_Saved entries:_

[Start of Attachment]

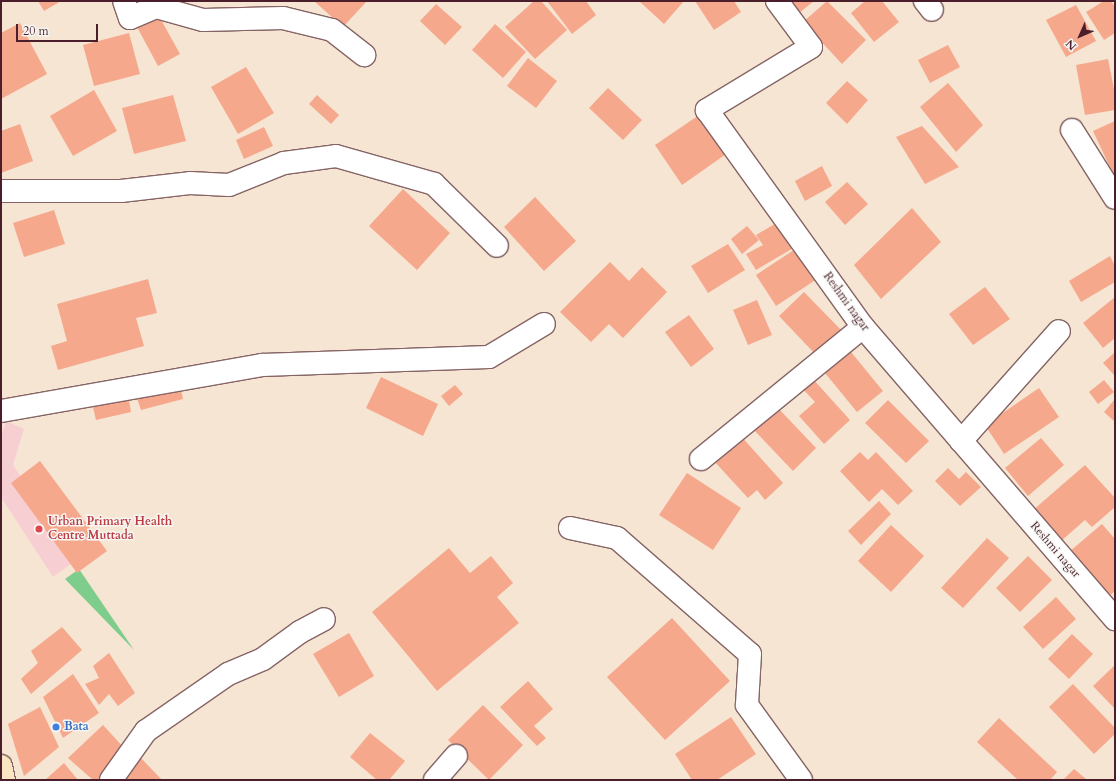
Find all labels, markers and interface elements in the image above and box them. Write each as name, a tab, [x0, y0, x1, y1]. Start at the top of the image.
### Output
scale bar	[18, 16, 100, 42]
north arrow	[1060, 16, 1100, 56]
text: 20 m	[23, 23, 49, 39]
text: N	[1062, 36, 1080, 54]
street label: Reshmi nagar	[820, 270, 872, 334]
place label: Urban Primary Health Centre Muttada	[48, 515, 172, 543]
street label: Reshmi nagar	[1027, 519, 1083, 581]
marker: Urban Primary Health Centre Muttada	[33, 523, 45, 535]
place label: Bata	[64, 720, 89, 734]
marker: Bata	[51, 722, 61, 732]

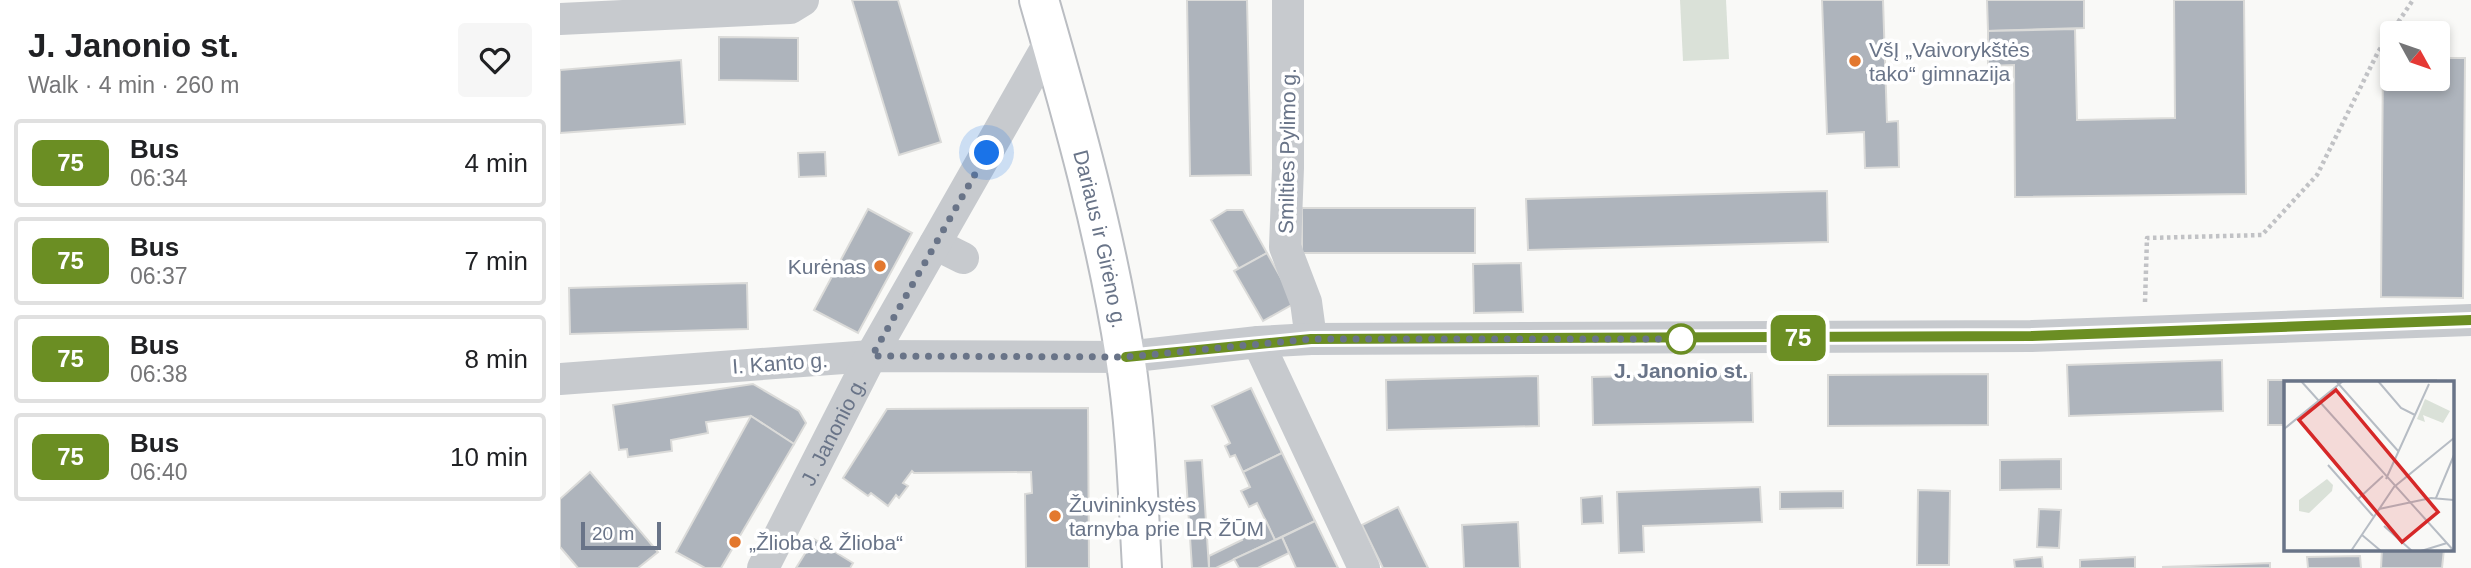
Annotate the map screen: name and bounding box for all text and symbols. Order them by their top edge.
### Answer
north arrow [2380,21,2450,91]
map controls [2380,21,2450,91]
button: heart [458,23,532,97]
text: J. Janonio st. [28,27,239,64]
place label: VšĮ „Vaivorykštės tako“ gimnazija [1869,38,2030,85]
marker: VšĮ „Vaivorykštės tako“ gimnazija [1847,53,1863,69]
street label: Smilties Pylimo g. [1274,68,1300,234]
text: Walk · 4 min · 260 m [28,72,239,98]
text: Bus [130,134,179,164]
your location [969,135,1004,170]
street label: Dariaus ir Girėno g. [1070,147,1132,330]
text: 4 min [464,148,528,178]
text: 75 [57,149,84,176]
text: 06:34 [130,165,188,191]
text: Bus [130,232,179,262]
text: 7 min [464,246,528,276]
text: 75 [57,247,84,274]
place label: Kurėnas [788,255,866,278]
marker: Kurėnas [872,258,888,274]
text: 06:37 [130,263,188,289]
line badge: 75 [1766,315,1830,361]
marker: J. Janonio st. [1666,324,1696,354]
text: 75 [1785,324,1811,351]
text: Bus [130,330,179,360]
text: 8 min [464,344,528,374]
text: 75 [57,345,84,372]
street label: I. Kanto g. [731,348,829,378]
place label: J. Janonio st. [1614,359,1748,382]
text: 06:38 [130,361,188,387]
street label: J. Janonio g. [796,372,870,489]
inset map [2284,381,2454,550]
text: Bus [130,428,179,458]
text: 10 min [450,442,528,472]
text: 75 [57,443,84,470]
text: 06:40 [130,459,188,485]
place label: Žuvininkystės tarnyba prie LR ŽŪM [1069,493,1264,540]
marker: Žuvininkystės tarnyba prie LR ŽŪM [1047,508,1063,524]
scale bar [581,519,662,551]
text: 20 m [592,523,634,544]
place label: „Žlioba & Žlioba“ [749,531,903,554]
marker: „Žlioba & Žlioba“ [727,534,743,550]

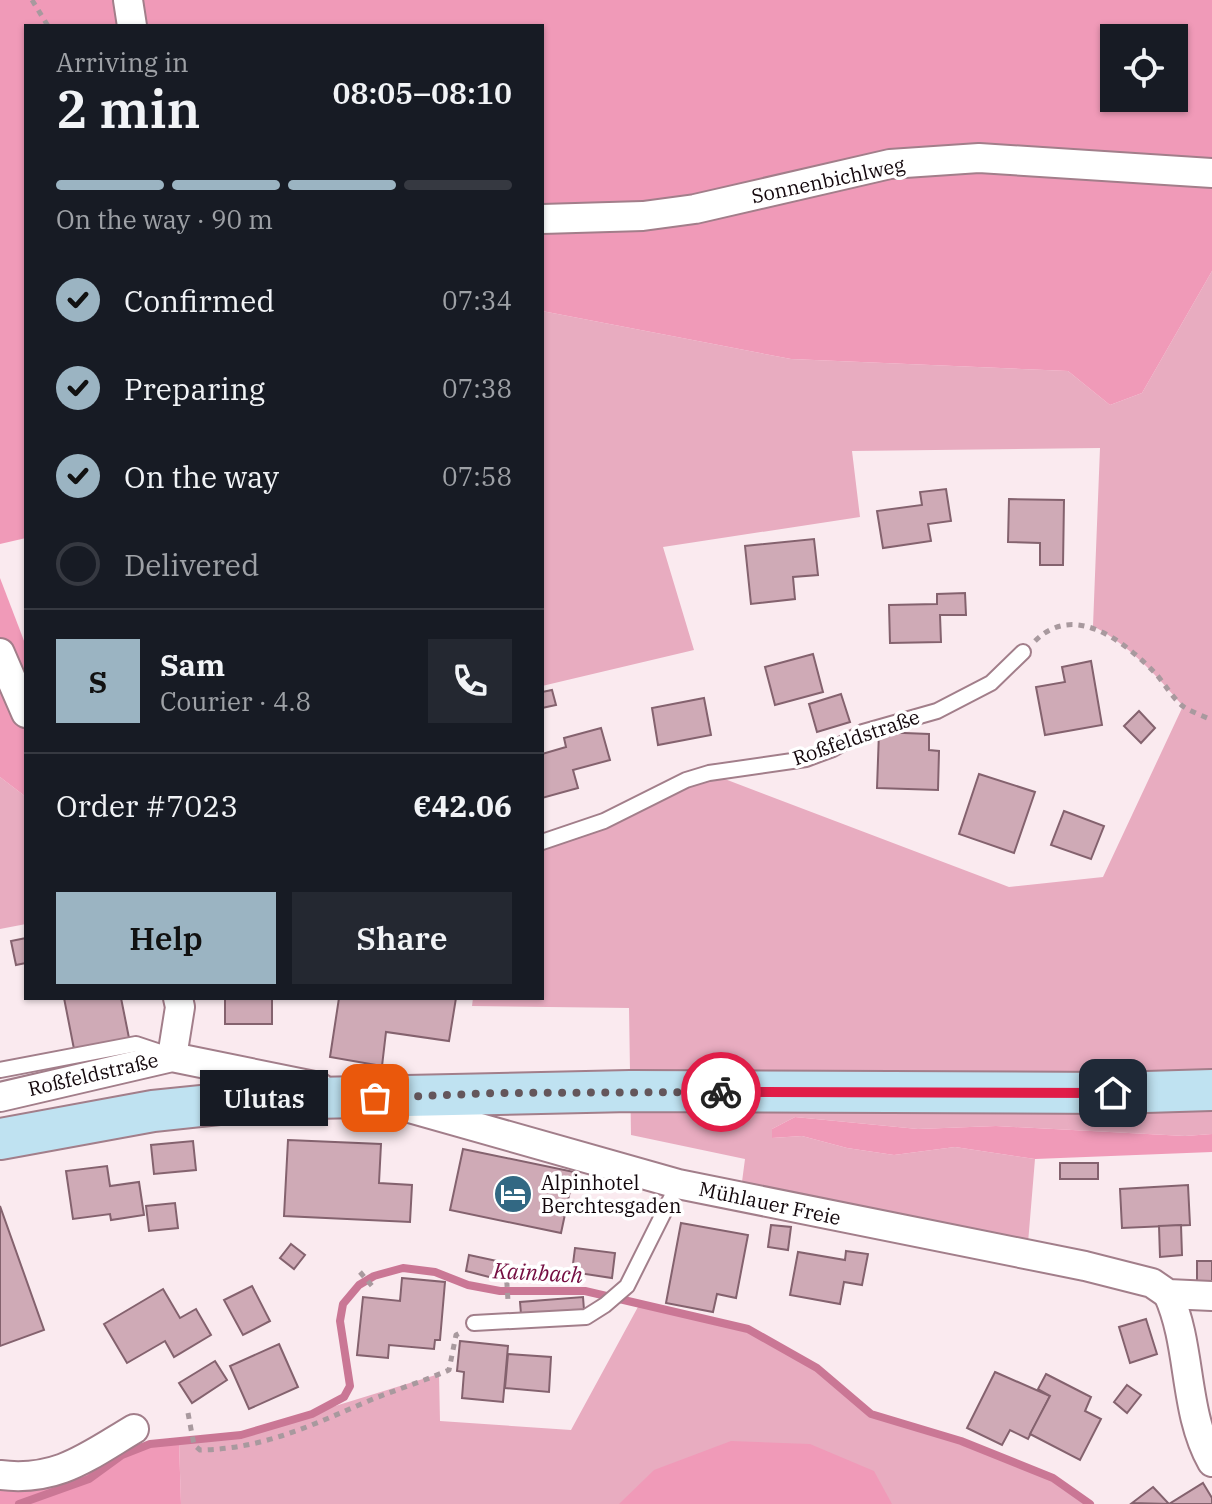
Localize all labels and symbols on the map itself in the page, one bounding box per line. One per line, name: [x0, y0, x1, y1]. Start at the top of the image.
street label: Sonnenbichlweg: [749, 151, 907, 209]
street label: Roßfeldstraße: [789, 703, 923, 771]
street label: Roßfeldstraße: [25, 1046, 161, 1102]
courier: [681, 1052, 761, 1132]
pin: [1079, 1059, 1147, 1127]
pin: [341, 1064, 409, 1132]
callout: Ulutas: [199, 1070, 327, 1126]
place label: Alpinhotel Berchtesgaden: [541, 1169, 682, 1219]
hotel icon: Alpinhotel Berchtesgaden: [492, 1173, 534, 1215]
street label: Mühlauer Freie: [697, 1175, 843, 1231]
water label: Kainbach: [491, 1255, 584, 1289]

[End of Attachment]

_ASSIGNED TASK:_
Every line in the data that holds the string "them" should be copied.

_RESPONSE TO THE TASK:_
Find all labels, markers and interface elements in the image above and box them. Write each as name, a tab, [x0, y0, x1, y1]. Start at the top of the image.
Annotate the map screen: name and bounding box for all text and symbols. Order them by their top edge.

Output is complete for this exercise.